一个个微弱的乳白色光点从周围的空气中、水中、树木中缓缓游离而出,纷纷聚集到法杖周围,法杖尖端的晶核越来越明亮如同正午的太阳。随着兹玛牧师吐出最后一个音节,耀眼的光芒化作白色光带将伊莱尔牢牢覆盖,一圈接着一圈,不见厚度。
那些密集的光点渗透到伊莱尔的伤口里、皮肤以及骨头里,胸口那道寸许长的伤口催生出丝丝肉芽,它们相互缠绕、交织,伤口开始以肉眼可见的速度慢慢收拢。除了这些,伊莱尔的胳膊、腿上的擦伤和淤青也在消失,虚弱濒死的身体被被重新赋予了旺盛的生命力。

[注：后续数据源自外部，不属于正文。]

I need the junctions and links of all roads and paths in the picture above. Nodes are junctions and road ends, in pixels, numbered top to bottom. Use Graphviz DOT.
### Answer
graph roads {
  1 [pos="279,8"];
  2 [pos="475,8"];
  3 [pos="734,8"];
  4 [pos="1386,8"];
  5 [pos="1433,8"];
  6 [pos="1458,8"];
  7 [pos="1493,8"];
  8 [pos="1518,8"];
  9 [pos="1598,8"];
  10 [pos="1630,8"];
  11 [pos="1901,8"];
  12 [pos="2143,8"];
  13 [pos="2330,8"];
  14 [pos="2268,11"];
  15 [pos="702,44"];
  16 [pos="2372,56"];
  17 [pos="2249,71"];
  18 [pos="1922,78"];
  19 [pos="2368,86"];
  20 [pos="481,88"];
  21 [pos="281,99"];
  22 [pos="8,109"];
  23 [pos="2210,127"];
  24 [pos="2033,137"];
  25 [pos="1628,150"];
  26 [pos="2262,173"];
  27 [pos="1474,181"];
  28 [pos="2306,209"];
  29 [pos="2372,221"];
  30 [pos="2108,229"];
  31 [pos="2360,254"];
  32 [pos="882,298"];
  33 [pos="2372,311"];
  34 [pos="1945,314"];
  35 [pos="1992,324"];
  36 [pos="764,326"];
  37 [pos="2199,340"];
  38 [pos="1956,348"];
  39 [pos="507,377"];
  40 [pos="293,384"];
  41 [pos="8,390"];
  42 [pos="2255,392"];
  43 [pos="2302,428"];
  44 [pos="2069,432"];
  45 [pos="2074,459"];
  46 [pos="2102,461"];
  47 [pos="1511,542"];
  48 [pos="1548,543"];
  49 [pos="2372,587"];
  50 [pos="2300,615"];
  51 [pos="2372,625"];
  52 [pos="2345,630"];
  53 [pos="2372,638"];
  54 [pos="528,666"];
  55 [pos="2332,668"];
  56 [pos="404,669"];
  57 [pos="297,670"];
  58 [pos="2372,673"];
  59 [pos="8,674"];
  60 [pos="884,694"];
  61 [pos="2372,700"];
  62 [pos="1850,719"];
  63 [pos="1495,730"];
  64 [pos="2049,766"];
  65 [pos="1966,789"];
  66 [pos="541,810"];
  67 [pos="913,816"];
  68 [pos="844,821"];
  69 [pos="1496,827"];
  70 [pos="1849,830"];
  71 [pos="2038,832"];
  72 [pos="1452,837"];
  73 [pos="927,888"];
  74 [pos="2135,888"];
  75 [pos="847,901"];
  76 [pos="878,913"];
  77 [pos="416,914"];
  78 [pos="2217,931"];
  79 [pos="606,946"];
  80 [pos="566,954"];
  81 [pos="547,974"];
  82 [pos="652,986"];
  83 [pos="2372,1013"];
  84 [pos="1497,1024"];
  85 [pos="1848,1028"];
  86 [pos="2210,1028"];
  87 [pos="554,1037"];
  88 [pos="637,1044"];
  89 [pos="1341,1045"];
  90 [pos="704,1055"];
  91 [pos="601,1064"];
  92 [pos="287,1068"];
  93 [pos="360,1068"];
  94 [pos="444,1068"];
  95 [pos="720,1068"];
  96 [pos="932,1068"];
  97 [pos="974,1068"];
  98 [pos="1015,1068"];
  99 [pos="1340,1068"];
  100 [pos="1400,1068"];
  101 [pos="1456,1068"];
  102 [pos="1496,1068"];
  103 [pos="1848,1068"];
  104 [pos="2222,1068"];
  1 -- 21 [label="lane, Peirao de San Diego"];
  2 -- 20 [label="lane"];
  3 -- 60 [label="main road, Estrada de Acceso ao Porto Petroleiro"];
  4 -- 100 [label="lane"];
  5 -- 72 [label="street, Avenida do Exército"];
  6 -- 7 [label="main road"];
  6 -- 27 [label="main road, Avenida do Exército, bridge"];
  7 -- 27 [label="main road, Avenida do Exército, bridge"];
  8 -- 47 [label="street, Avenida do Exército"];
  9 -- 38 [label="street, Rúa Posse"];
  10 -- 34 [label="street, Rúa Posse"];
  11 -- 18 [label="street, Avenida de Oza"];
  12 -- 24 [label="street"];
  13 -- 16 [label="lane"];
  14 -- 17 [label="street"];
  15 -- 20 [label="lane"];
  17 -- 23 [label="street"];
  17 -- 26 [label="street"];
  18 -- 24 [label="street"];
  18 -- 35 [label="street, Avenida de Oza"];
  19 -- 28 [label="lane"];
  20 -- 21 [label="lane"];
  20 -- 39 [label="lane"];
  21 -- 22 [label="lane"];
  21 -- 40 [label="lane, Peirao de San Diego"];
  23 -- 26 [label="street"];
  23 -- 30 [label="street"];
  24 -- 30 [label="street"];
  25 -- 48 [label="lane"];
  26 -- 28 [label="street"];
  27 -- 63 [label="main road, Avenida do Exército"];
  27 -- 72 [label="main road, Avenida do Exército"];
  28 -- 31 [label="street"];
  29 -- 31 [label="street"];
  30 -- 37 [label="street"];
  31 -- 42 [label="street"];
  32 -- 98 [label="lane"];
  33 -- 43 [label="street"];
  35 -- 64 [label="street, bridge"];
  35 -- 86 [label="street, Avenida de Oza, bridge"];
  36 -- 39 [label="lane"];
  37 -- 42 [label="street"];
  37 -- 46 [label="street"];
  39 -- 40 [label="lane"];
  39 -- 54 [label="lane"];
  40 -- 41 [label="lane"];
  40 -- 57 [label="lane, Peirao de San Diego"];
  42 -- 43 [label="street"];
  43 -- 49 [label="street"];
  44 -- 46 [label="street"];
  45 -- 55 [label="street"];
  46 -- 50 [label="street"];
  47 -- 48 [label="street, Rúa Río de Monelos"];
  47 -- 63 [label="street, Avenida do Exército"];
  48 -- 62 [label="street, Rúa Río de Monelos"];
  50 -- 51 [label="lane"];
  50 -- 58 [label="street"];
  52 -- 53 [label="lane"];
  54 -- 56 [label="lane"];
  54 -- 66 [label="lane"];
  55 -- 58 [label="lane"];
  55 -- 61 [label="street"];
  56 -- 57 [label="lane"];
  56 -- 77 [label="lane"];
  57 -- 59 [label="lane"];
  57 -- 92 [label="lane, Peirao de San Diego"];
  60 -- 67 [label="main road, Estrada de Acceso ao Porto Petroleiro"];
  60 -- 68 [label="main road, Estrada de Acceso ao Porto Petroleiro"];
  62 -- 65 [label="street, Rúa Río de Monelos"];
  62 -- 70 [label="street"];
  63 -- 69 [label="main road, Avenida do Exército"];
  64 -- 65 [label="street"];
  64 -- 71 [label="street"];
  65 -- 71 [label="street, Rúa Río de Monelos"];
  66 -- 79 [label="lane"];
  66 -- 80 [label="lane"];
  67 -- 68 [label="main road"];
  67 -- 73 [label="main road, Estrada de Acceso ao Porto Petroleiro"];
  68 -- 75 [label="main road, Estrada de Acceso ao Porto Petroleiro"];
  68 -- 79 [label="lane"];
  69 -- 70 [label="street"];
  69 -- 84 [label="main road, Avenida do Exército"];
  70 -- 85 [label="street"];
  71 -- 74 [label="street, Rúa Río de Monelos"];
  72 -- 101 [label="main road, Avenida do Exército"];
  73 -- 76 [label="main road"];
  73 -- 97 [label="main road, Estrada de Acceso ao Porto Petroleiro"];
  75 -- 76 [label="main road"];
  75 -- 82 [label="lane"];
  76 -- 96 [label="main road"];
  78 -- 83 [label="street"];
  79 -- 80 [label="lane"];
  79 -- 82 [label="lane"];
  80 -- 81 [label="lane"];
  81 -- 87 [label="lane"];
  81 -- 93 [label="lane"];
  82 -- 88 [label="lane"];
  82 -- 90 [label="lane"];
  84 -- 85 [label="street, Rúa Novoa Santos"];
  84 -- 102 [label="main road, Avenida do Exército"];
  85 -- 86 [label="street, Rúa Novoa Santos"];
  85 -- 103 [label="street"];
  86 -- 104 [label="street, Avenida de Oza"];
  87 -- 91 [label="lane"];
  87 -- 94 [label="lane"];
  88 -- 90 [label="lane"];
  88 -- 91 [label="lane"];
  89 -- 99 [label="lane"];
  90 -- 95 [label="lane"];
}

大恢复术通常只有祭司才有足够的圣力来施展,兹玛牧师做完这一切显得很疲惫,脸上透着灰白。细密的汗珠爬上布满皱纹的额头,握着法杖的手臂在微微颤抖,不是因为施力过度,而是受到巨大惊吓,以及愤怒。
伊莱尔经过治疗,健康程度堪比小牛犊。在圣力的沐浴下,一条漆黑冰凉、布满尖刺的契约锁链显现在伊莱尔的脖子上,被束缚的灵魂正在流泪挣扎,而锁链尽头也在这间茅草屋。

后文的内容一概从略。